The Declaration of Independence was partly intended as a list of grievances against a distant monarch. And both George III and the colonists who disagreed with his rule are long dead. But so are many of those who’ve argued that the Declaration is obsolete. In fact, this is exactly what those who called themselves “progressives” were saying a century ago.
Woodrow Wilson, one of the most famous early progressives, argued during the 1912 presidential campaign that “all that Progressives ask or desire is permission…to interpret the Constitution according to the Darwinian principle,” meaning that it should promote an ever-expanding set of powers for an ever-expanding government. The problem, he declared, was that pesky Declaration of Independence: “Some citizens of this country have never got beyond the Declaration of Independence,” he remarked. “The Declaration of Independence did not mention the questions of our day.”
But in fact the Declaration is more than a litany of complaints. Its greater meaning is as a statement of the conditions of legitimate political authority and the proper ends of government. It proclaimed that political rule would, from then on, reside in the sovereignty of the people. “If the American Revolution had produced nothing but the Declaration of Independence,” wrote the great historian Samuel Eliot Morrison, “it would have been worthwhile.”
The ringing phrases of the document’s famous second paragraph are a powerful synthesis of American constitutional and republican government theories. All men have a right to liberty as they are by nature equal, which is to say none are inherently superior and deserve to rule or inferior and deserve to be ruled.
Because all are endowed with these rights, the rights are unalienable, which means that they cannot be given up or taken away. And because individuals equally possess these rights, governments derive their just powers from the consent of those governed. Government’s purpose is to secure these fundamental rights and, although prudence tells us that governments should not be changed for trivial reasons, the people retain the right to alter or abolish government when it becomes destructive of these ends.

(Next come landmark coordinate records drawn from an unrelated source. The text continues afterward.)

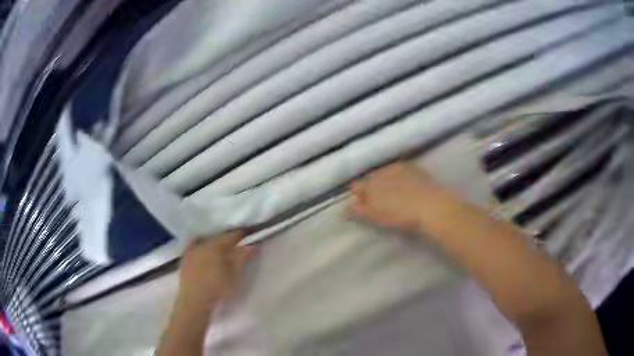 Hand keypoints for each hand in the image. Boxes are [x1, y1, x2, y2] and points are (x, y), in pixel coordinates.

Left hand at [178, 231, 254, 306]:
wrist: (195, 302)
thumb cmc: (217, 289)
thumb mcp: (235, 275)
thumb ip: (243, 258)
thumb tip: (253, 245)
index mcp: (215, 246)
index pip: (231, 235)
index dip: (241, 234)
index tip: (250, 234)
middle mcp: (202, 244)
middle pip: (218, 237)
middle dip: (228, 239)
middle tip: (238, 243)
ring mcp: (191, 251)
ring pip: (206, 241)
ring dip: (215, 243)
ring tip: (222, 249)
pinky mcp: (185, 259)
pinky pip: (194, 246)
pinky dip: (201, 246)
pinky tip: (204, 251)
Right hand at [350, 162, 452, 233]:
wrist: (430, 206)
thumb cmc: (399, 214)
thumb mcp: (374, 216)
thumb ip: (358, 210)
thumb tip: (344, 207)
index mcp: (370, 183)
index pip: (356, 186)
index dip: (358, 195)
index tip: (362, 204)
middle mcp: (382, 171)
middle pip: (372, 178)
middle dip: (373, 187)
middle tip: (380, 201)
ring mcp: (399, 168)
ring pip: (387, 173)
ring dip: (387, 181)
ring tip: (396, 194)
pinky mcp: (415, 168)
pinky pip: (403, 171)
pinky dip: (402, 177)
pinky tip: (409, 187) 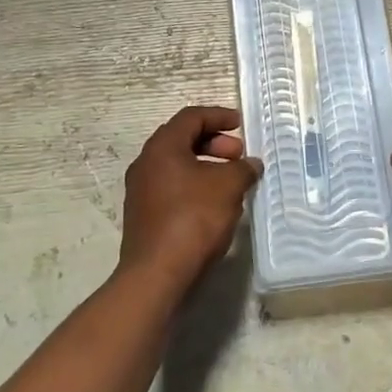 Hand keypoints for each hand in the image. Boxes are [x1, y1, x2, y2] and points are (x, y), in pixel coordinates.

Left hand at [120, 106, 261, 292]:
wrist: (156, 274)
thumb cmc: (193, 219)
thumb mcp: (228, 187)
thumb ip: (243, 169)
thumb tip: (251, 164)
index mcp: (162, 147)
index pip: (191, 117)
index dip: (218, 116)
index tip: (240, 125)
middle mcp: (146, 163)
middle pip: (182, 139)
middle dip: (214, 143)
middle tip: (238, 156)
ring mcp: (140, 191)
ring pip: (177, 166)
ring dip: (206, 166)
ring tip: (231, 182)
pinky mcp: (143, 215)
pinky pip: (172, 187)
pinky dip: (195, 185)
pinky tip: (215, 205) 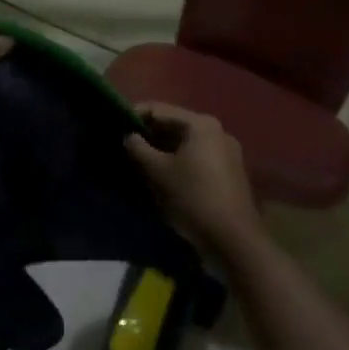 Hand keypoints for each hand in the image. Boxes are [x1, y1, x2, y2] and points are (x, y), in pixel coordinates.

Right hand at [125, 104, 265, 254]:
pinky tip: (163, 174)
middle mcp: (217, 131)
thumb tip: (128, 136)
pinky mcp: (229, 171)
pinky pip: (197, 157)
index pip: (160, 109)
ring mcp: (226, 151)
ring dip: (162, 149)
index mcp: (201, 124)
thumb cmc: (193, 198)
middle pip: (175, 124)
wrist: (233, 239)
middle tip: (124, 145)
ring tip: (139, 161)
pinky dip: (178, 160)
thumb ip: (139, 149)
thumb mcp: (159, 172)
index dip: (135, 115)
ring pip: (186, 143)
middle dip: (149, 134)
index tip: (115, 125) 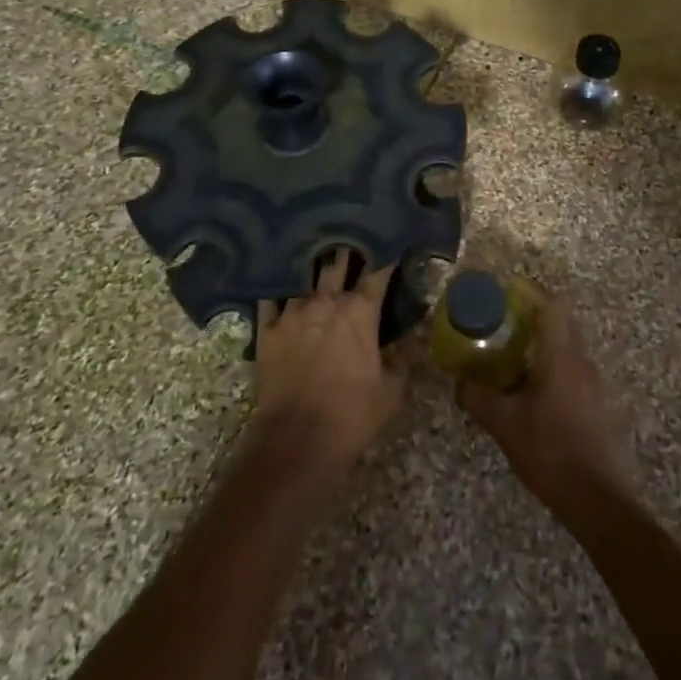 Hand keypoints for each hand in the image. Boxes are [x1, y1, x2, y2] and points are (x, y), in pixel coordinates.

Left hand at [247, 249, 405, 494]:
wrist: (297, 440)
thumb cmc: (352, 415)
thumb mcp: (392, 391)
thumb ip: (403, 359)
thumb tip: (414, 341)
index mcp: (360, 312)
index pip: (377, 273)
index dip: (385, 256)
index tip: (391, 243)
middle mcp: (326, 302)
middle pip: (337, 262)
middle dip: (346, 250)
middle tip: (350, 239)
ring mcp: (292, 313)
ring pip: (303, 276)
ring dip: (312, 268)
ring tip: (313, 253)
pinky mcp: (267, 330)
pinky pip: (269, 299)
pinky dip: (277, 291)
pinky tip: (278, 284)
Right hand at [456, 287, 635, 515]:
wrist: (599, 502)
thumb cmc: (550, 451)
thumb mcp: (504, 424)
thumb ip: (478, 398)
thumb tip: (459, 381)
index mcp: (561, 356)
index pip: (552, 305)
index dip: (530, 291)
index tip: (506, 290)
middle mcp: (582, 362)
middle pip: (563, 322)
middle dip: (534, 316)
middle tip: (504, 322)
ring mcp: (595, 385)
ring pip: (569, 348)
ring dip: (544, 344)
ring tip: (513, 358)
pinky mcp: (598, 407)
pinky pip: (573, 372)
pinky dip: (553, 369)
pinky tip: (533, 394) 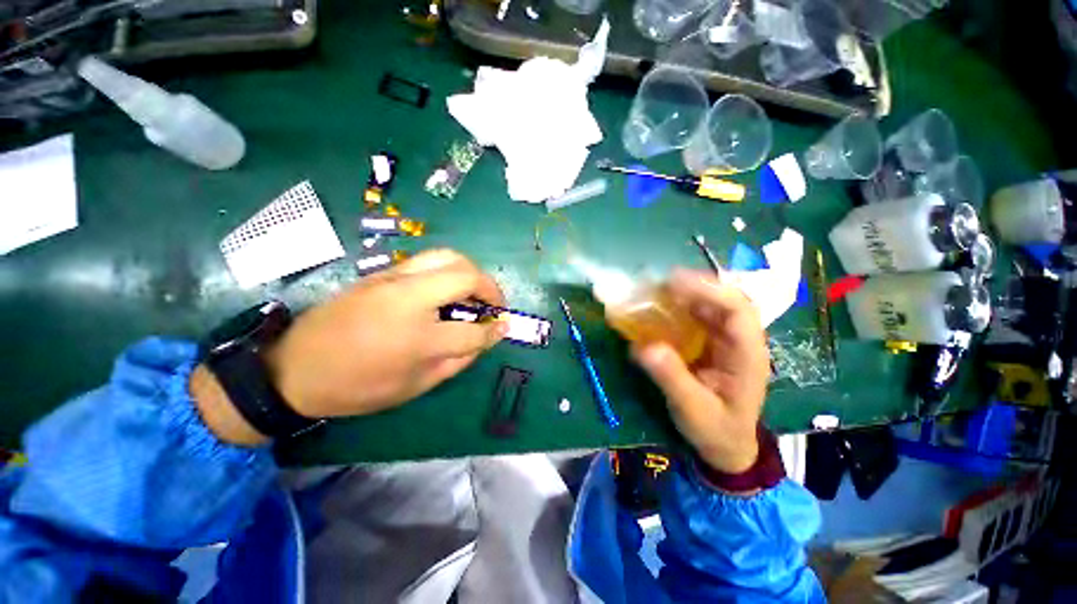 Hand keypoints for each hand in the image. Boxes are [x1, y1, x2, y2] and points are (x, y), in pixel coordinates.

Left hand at [263, 249, 507, 419]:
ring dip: (471, 272)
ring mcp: (393, 279)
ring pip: (447, 256)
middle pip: (466, 275)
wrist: (295, 368)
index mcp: (418, 338)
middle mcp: (409, 299)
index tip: (504, 327)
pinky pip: (427, 261)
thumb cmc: (357, 387)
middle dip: (491, 288)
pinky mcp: (382, 272)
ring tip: (475, 291)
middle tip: (494, 304)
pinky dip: (449, 270)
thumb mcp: (414, 387)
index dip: (494, 331)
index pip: (473, 330)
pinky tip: (447, 288)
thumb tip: (483, 339)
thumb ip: (457, 361)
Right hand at [631, 269, 769, 473]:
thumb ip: (672, 379)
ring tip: (652, 291)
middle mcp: (739, 340)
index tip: (673, 283)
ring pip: (708, 304)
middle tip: (656, 283)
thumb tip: (645, 347)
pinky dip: (675, 307)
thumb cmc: (717, 430)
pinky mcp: (709, 342)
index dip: (708, 291)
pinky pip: (695, 316)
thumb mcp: (694, 410)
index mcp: (747, 354)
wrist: (726, 446)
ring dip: (681, 294)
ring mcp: (724, 339)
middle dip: (691, 286)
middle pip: (723, 299)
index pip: (738, 310)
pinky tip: (656, 308) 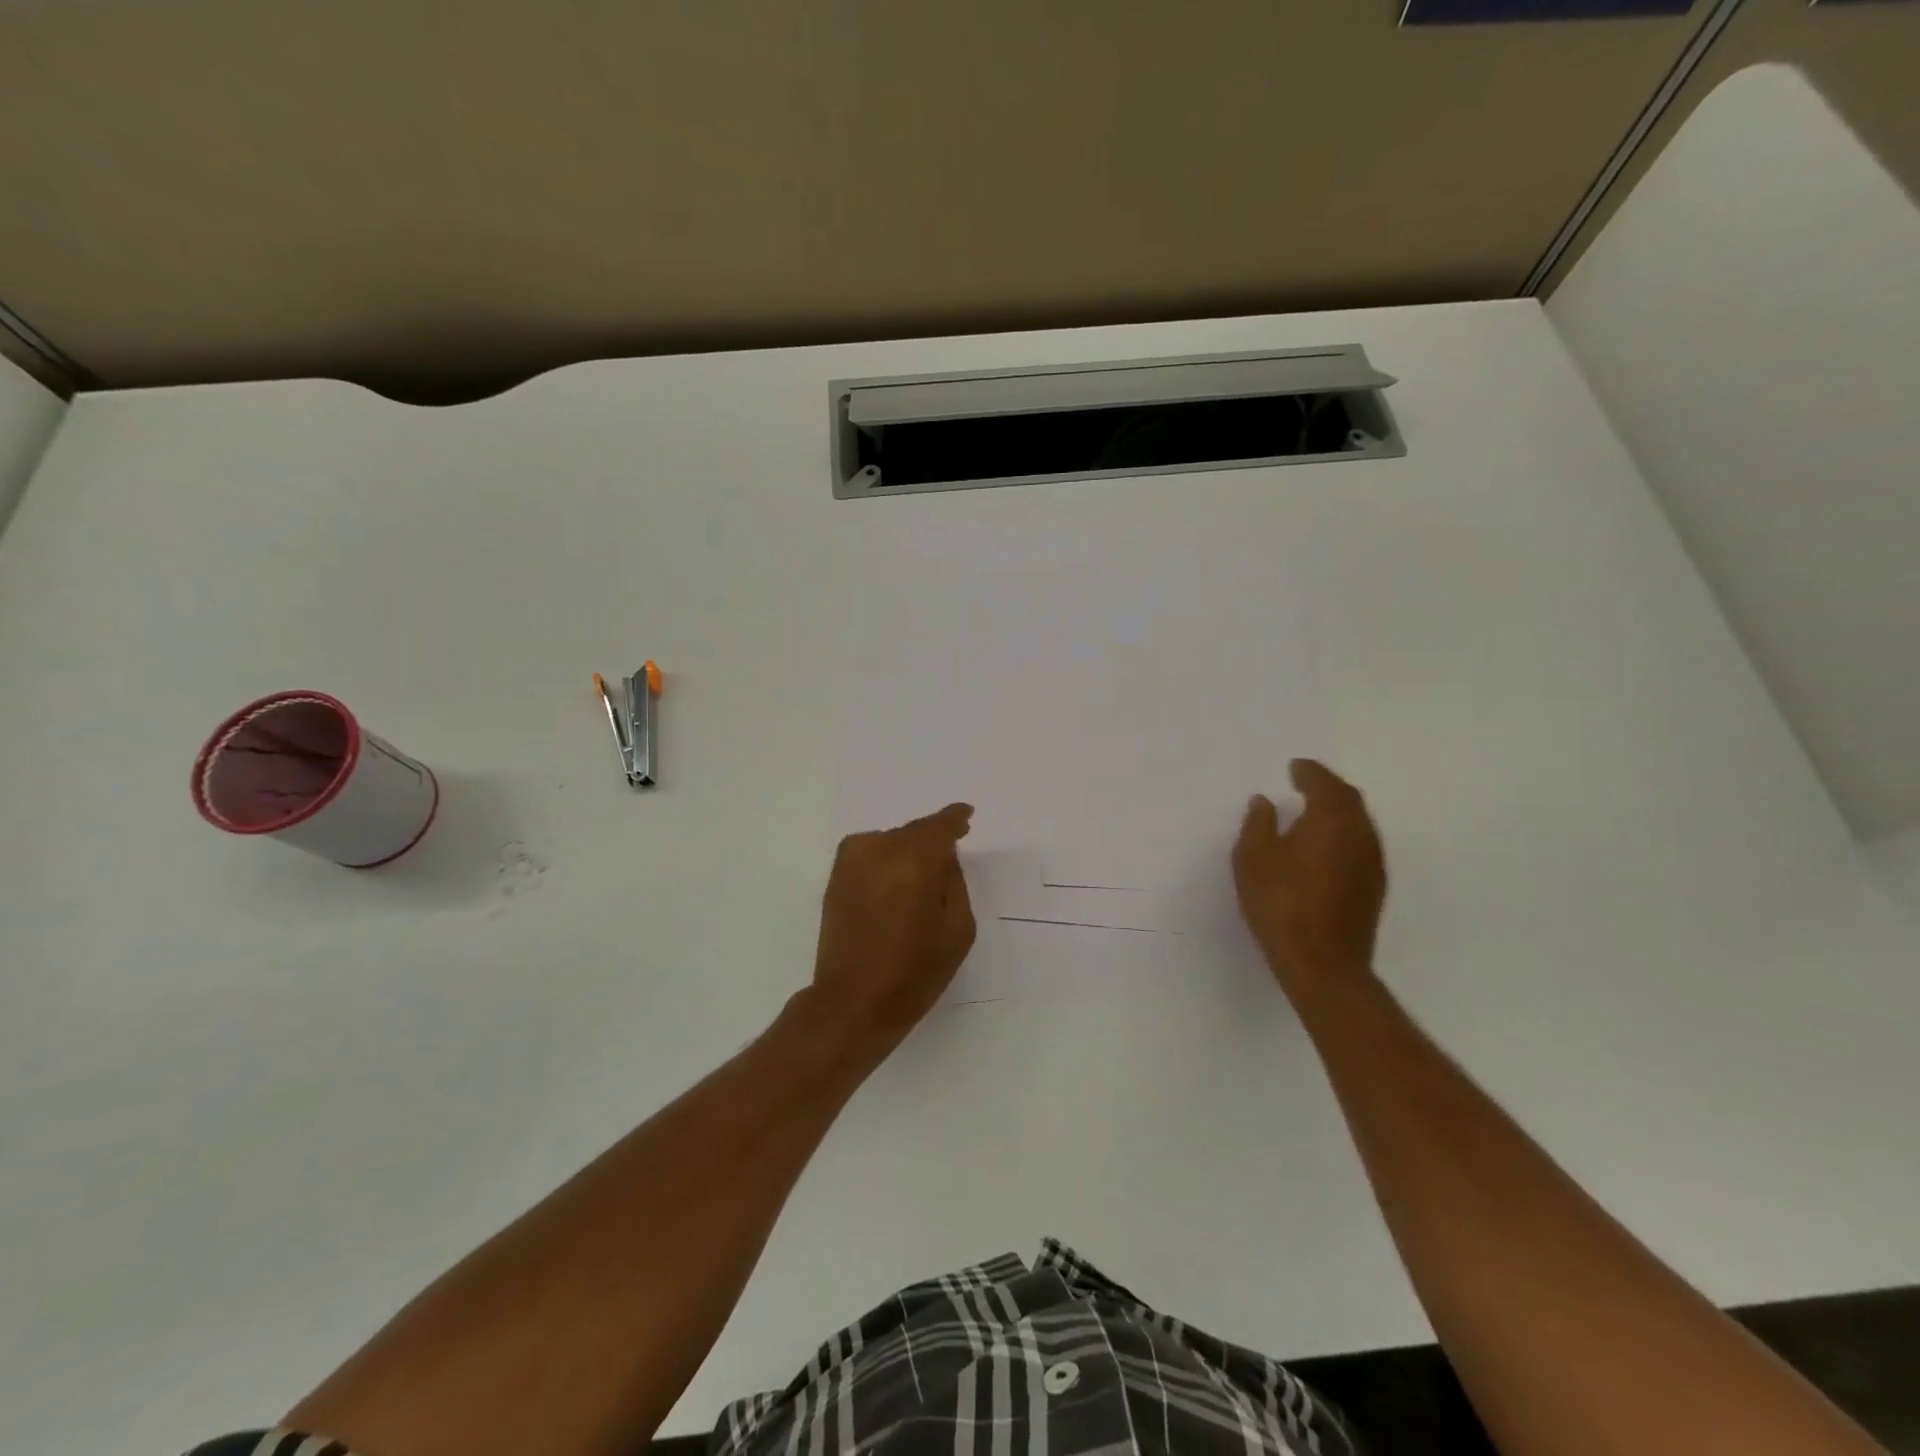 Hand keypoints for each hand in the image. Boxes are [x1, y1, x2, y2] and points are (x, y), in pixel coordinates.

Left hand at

The Declaration also insists we have the right to “the pursuit of happiness.” A higher component of that pursuit, of course, is being able to worship as we please. What right is more fundamental than religious liberty? Yet as Heritage’s Sarah Torre wrote recently, that right seems to be under attack.
Obamacare’s anti-conscience mandate has a narrow religious exemption that applies only to formal houses of worship. Countless other religious employers, like Catholic schools, hospitals, and crisis pregnancy centers, are forced to provide coverage for the mandated services despite moral or religious objections—simply because they step outside the four walls of a church to serve others.Insinuating that faith should remain behind closed doors, not influencing or inspiring care for others, the government’s narrow view of religion has created what some have called a “religious caste system.” Only those considered “religious enough” by government bureaucrats are awarded religious freedom under the mandate.
Churches across the country have been pushing back against the regulation since its promulgation. A national “Fortnight for Freedom” has been spotlighting the erosion of religious freedom and helping Americans learn how to defend their freedom. Torre notes that “the freedoms enshrined in our founding document will be hard to ignore on July 4. As the Fortnight for Freedom concludes, church bells across the country will ring simultaneously at noon (Eastern time), declaring loudly: Let Religious Freedom Ring.”
On Independence Day – and every day – Americans should remember and celebrate the Declaration’s timeless expression of our God-given rights to life, liberty, and the pursuit of happiness and recall all those – past, present, and future – who pledge their lives, liberty, and sacred honor to upholding these truths.